(CNSNews.com) - Federal Reserve Chairman Ben Bernanke told the House Financial Services Committee on Wednesday that the Federal Open Market Committee (FOMC) is predicting that the national unemployment rate will remain at 7 percent or higher through 2014, which would extend to 73 the number of consecutive months in which the unemployment rate has remained above 7 percent—a post-World War II record.
“However, given that growth is projected to be not much above the rate needed to absorb new entrants to the labor force, the reduction in the unemployment rate seems likely to be frustratingly slow,” Bernanke told the committee. “Indeed, the central tendency of participants’ forecasts now has the unemployment rate at 7 percent or higher at the end of 2014.”
The Federal Reserve Board of Governor's biannual "Monetary Policy Report to Congress," which Bernanke submitted to the committee, said the FMOC was predicting that what it now considered the "longer-run normal rate" of unemployment--5.2 percent to 6.0 percent--would take another five or six years to achieve.
That would be by 2017 or 2018.
The Bureau of Labor Statistics has calculated the month-by-month unemployment rate since January 1948. Since then, the longest stretch of 7-percent-plus unemployment was 68 months---from May 1980 through December 1985.
(In January 1986, unemployment dipped to 6.7 percent. It then rose back above 7 percent for the six-month stretch from February through July 1986, before dropping back to 6.9 percent in August of that year.)

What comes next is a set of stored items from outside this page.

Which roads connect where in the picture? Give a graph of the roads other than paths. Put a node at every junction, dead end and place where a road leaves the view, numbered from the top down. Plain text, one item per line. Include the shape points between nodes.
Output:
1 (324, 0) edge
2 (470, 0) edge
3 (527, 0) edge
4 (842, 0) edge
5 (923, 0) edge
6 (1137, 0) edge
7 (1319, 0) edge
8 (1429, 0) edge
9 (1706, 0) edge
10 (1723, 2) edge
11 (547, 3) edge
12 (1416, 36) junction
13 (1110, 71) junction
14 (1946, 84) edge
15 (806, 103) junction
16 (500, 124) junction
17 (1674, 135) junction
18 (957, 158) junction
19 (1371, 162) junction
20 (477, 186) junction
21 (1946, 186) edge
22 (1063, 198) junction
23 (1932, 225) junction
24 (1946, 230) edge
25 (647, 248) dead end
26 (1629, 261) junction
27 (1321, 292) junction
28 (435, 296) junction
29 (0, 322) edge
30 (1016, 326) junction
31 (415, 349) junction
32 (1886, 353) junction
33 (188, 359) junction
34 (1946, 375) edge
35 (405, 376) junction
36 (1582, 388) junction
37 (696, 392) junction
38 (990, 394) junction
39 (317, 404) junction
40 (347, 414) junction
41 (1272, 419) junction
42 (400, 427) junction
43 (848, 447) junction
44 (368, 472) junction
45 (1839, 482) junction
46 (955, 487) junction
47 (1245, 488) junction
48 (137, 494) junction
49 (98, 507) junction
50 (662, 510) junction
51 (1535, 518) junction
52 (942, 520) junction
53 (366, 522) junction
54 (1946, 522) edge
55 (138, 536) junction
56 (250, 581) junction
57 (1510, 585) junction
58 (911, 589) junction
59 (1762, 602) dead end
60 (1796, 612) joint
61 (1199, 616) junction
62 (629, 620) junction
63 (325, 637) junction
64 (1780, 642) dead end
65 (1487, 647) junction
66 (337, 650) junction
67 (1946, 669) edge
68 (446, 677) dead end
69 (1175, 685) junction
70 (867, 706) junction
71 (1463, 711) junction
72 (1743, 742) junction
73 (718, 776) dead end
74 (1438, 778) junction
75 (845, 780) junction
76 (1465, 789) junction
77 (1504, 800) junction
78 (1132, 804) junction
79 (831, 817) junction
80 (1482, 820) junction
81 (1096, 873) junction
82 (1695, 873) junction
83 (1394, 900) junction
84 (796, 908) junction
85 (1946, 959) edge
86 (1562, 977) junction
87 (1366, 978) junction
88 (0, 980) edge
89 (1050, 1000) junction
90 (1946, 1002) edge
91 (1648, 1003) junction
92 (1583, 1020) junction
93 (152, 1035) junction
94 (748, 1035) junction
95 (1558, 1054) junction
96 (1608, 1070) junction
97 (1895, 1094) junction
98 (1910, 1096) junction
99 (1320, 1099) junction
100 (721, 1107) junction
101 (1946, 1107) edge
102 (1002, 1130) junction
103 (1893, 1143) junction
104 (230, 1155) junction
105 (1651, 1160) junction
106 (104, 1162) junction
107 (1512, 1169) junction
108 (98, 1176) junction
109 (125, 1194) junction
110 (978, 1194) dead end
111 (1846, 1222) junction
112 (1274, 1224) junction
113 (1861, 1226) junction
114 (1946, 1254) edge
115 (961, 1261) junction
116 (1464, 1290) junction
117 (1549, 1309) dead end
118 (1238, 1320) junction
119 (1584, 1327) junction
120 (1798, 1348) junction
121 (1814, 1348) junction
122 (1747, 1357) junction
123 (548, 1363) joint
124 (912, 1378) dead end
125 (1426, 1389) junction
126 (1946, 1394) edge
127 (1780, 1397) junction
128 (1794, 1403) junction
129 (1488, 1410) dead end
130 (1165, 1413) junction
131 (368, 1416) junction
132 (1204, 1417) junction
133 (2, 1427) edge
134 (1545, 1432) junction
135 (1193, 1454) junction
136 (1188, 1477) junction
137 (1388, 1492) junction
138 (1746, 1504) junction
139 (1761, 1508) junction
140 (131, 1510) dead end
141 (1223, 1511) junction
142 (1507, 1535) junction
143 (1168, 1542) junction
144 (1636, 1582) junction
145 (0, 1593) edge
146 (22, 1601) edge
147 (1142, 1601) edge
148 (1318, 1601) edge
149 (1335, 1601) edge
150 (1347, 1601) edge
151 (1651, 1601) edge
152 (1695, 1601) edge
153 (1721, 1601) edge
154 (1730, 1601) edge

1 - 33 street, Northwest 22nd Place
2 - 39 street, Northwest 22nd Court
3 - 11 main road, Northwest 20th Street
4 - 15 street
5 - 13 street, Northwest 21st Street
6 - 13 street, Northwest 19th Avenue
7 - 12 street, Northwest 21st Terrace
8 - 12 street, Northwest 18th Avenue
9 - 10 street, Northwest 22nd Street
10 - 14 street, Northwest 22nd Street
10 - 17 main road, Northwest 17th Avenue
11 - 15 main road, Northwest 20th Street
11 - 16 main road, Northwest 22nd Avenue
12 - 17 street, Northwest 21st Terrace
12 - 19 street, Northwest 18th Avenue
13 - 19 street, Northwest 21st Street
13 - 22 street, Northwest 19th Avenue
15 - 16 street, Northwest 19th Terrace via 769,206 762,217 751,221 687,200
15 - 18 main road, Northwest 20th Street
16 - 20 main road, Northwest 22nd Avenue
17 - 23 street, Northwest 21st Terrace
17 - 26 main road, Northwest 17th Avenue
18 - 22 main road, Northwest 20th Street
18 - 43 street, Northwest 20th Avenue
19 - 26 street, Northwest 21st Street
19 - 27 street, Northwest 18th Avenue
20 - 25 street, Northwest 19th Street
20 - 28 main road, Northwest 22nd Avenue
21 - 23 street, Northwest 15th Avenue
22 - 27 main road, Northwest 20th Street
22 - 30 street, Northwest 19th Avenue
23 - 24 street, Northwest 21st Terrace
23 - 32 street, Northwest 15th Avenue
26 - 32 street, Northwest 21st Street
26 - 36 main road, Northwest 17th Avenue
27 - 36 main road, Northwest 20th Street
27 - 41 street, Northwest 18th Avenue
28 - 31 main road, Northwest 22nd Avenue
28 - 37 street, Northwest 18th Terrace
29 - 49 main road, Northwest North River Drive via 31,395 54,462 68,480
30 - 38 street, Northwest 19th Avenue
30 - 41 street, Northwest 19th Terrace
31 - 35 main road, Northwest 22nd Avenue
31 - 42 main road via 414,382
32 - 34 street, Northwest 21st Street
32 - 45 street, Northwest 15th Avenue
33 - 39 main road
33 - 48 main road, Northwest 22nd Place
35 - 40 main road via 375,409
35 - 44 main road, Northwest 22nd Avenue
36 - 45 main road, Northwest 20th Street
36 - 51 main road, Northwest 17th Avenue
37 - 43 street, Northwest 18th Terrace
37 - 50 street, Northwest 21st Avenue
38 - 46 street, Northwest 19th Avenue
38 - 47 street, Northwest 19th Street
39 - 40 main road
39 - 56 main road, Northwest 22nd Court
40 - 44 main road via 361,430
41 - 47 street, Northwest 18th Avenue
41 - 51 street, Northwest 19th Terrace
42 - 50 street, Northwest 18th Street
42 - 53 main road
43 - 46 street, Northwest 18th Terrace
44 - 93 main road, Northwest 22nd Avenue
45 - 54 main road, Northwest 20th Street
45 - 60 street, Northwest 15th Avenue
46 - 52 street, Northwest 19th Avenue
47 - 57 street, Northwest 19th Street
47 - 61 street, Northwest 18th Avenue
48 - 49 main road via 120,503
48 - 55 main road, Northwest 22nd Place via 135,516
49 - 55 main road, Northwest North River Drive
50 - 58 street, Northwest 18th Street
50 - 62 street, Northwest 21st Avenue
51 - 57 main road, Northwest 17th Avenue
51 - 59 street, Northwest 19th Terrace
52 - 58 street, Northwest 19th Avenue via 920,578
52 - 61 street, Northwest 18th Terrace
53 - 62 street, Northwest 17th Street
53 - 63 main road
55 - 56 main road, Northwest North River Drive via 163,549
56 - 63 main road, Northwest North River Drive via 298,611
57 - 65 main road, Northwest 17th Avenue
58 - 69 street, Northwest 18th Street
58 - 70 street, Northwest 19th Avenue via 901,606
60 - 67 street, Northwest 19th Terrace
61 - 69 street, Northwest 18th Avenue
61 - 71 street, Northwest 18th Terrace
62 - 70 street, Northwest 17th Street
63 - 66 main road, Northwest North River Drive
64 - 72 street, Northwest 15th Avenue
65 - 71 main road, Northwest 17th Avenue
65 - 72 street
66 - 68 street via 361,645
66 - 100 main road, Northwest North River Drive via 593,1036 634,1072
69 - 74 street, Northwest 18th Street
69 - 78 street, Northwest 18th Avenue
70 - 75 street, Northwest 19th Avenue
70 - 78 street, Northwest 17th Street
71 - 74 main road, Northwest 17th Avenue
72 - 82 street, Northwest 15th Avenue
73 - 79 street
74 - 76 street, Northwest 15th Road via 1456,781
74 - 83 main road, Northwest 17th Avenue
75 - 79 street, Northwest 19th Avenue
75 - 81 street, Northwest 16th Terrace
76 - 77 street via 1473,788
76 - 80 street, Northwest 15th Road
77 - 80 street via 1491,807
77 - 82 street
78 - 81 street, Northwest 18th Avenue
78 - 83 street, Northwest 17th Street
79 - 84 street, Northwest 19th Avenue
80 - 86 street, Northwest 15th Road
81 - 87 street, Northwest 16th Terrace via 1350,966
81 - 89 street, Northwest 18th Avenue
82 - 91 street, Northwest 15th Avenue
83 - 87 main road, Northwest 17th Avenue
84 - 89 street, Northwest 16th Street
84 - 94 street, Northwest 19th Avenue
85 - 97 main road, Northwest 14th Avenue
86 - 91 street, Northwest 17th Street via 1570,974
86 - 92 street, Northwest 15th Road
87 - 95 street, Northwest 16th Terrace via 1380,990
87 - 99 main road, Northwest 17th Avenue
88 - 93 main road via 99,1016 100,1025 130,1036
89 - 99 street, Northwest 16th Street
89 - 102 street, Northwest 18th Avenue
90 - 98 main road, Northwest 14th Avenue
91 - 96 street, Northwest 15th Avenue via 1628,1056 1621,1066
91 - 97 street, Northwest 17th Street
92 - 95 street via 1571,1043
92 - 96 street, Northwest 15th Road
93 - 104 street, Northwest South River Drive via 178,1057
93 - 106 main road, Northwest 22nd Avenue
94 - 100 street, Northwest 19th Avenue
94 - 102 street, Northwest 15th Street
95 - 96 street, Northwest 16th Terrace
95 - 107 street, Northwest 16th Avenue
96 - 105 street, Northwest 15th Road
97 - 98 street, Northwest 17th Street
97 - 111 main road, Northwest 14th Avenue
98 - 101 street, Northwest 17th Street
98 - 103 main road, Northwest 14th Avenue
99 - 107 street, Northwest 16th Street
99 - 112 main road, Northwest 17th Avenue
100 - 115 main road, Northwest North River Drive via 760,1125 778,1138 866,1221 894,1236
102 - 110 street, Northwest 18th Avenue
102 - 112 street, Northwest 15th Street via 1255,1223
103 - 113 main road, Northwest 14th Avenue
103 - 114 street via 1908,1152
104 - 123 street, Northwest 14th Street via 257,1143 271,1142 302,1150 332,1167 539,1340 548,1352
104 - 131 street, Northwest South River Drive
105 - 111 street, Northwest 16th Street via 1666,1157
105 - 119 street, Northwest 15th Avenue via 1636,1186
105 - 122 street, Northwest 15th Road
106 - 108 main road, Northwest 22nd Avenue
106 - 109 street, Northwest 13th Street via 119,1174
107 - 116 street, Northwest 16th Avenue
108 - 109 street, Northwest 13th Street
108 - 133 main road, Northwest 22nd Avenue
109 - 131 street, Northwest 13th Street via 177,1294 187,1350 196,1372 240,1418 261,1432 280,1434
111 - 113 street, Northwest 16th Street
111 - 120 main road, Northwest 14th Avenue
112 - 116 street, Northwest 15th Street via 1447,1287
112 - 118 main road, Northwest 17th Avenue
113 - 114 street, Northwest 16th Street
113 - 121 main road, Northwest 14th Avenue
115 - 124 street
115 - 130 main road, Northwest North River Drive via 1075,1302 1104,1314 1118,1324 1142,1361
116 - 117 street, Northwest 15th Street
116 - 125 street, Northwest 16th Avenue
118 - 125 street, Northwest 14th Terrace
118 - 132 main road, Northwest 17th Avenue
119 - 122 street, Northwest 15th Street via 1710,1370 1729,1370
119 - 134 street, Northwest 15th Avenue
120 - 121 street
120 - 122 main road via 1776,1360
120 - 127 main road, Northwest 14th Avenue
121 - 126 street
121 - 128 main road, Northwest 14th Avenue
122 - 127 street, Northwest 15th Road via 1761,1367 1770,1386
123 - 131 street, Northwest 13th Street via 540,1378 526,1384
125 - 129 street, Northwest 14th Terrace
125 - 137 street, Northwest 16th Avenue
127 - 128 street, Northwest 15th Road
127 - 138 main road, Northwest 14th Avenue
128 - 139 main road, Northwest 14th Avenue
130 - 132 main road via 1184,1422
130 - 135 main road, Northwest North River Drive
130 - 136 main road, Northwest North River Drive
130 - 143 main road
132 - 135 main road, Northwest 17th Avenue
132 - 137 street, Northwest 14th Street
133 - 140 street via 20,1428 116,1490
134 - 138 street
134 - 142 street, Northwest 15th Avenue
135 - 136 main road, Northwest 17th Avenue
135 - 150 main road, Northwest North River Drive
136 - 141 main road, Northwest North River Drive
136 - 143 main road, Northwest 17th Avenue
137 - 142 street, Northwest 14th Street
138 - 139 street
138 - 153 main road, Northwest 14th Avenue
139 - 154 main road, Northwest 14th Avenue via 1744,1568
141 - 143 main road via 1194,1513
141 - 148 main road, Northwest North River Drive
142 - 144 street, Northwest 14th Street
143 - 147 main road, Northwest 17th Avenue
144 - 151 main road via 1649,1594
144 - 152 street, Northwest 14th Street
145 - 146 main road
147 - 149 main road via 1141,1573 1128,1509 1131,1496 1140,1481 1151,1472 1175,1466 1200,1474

The current stretch of 7-percent-plus unemployment began in December 2008, according to BLS. June 2012 marked 43rd straight month of 7-percent-plus unemployment. If unemployment remains above 7 percent for the 30 months between now and the end of 2014, as the FMOC predicts, that will make 73 straight months of 7-percent-plus unemployment.
That is unprecedented in the post-World War II era.
The Census Bureau has published annual unemployment rates for the years from 1900 to 1947. From 1900 through 1929, the annual unemployment rate exceeded 7 percent in only three years: 1914, 1915 and 1921, when it was 7.9 percent, 8.5 percent and 11.7 percent respectively. In the 12 years from 1930 through 1941, the annual unemployment rate exceeded 7 percent every year—hitting, sequentially, 8.9 percent, 16.3 percent, 24.1 percent, 25.2 percent, 22.0 percent, 20.3 percent, 17.0 percent, 14.3 percent, 19.1 percent, 17.2 percent, 14.6 percent, and 9.9 percent.
But, in 1942, the first year after Pearl Harbor, unemployment dropped to 4.7 percent. For the three subsequent years of World War II, it was 1.9 percent, 1.2 percent and 1.9 percent respectively. In both 1946 and 1947, it was 3.9 percent.
The Federal Reserve Board of Governor’s biannual “Monetary Policy Report to Congress” that Bernanke presented to the committee explained that the Fed’s projections on unemployment and economic growth are derived from assessments made by the 19 people who participate in the FMOC’s deliberations. These include the 7 members of the Federal Reserve Board of Governors and the 12 presidents of the Federal Reserve Banks.
In order to derive what the Fed calls the “central tendency” among these assessments, the three highest and three lowest assessments are dropped, leaving the range of the middle 13.
In the current report, the “central tendency” was that the unemployment rate would be between 8.0 to 8.2 percent at the end of 2012, 7.5 percent and 8.0 percent at the end of 2013, and 7.0 percent and 7.7 percent at the end of 2014.
The pessimism of the Fed’s outlook is underscored by the fact that not one of the seven members of Board of Governor or the 12 presidents of the Federal Reserve Banks predicted unemployment would drop below 7 percent by the end of 2013. The full range of all 19 assessments was that the unemployment rate would be between 7.0 percent and 8.1 percent by the end of next year.
Significantly, the Fed’s assessors are also projecting what the Fed calls a “longer-run normal rate of unemployment” of between 5.2 percent and 6.0 percent.
In very recent history—from December 2005 through April 2008—the United States had a run of 29 straight months when unemployment never went as high as 5.2 percent.
Also in very recent history—from July 1997 to August 2001—the United States had a run of 50 straight months where unemployment never exceeded 4.9 percent, and, in one month, dropped as low as 3.8 percent.
The Fed does not see happy days like that anywhere on America’s economic horizon.
“The central tendency of participants’ estimates of the longer-run normal rate of unemployment that would prevail under the assumption of appropriate monetary policy and the absence of further shocks to the economy was 5.2 percent to 6.0 percent,” said the Federal Reserve Board of Governor’s report.
Most of the Fed assessors did not believe that this new “normal” rate of unemployment could be achieved until at least five or six years from now.
“Most participants,” said the report, “projected that the gap between the current unemployment rate and their estimates of its longer-run normal rate would be closed in five or six years, a couple judged that less time would be needed, and one thought more time would be necessary because of the persistent headwinds impeding the economic expansion.”